In collaboration with METAS, University of Basel and ETH Zurich, SWITCH is very happy to announce the successful implementation of the first ultra-stable SI-traceable frequency dissemination in Switzerland, on top of the SWITCHlan network, between Bern, Basel and Zurich and parallel to the existing data traffic. The project, started in 2019, has been progressing methodically over the past year, successfully meeting the milestone of the first transmission of a frequency signal by the end of August 2020. Since then, the transmission parameters have been optimised and the overall performance evaluated. These results have now been published.

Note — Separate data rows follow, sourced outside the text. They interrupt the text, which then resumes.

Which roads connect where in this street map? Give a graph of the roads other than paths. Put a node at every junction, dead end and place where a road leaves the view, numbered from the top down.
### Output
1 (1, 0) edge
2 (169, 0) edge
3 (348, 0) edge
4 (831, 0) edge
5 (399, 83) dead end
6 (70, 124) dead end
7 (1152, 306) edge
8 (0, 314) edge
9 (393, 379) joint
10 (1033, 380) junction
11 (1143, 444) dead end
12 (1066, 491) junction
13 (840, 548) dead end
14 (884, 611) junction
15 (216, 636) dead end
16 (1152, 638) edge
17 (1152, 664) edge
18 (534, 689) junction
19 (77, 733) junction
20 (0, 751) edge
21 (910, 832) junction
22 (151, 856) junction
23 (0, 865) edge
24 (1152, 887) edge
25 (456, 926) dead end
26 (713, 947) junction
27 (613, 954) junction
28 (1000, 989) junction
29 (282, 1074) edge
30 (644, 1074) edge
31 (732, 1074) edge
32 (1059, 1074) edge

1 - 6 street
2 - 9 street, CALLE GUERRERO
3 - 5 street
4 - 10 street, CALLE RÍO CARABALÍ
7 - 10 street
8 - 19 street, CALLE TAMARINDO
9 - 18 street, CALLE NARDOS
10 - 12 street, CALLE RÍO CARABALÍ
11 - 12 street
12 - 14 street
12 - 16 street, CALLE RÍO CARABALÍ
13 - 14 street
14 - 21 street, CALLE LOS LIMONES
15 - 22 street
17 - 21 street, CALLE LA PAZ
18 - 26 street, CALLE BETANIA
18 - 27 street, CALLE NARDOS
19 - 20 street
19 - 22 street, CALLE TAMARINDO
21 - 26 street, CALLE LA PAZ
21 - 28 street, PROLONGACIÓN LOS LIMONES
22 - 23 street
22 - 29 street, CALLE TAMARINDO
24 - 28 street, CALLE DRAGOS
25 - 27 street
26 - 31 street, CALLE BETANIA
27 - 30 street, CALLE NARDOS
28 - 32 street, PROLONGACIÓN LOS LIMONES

Many applications in physics research require a precise measurement of fundamental quantities. One of the most important quantities in the SI-system is the second, which can also be derived from a frequency signal. While there exist many technologies to obtain this quantity, they offer varying degrees of accuracy. The most accurate option currently available in Switzerland is the FoCS-2 primary frequency standard at METAS. This project thus aims to disseminate this frequency standard to the labs at the University of Basel and the ETH Zurich, in order to be available for physics research, e.g. for molecular spectroscopy.

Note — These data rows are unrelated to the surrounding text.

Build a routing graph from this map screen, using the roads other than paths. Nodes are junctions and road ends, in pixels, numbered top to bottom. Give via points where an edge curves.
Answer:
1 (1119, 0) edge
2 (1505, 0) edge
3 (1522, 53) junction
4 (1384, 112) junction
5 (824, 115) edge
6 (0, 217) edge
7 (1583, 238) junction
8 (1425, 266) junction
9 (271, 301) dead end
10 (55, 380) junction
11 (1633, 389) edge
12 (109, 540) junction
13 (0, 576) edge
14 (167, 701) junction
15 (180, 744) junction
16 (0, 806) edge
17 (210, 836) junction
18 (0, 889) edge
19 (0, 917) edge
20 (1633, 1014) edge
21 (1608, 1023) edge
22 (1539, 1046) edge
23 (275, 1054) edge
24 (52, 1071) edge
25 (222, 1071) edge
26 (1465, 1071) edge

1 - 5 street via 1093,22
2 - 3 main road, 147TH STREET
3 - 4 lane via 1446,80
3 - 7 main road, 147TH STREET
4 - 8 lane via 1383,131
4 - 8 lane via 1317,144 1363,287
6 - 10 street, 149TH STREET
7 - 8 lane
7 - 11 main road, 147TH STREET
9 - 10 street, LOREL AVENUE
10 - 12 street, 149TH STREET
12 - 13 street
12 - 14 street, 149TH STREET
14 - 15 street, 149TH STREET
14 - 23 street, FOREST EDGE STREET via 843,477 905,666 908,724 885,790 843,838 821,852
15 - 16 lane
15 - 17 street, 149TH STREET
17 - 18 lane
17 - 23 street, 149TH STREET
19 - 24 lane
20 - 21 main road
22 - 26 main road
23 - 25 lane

To achieve this, the researchers in Basel and Zurich teamed up with METAS and SWITCH in a Swiss National Science Foundation (SNSF) Sinergia project to realize this frequency dissemination. To transmit a frequency, we do not use a data transmission, but the physical properties of the laser itself. In simplified terms, a narrow linewidth laser is made extremely accurate using an ultra low expansion (ULE) cavity. This laser might be very stable, but its absolute frequency is not predetermined. Instead, it is compared to the primary reference which is itself part of the international system for defining the SI units and the international atomic time (TAI). The laser light is then sent over the fiber to the first lab. However, the signal arriving at the remote site is no longer stable, for the fiber is subject to mechanical vibrations leading to small changes in the frequency; an effect known as doppler shift. To compensate for this, the laser is sent straight back using a mirror. At the originating side, this return light is compared to the original laser, which is then shifted in frequency to precompensated for the error, such that the light will arrive at the remote site with the correct frequency. For all the fine details, please refer to the publication.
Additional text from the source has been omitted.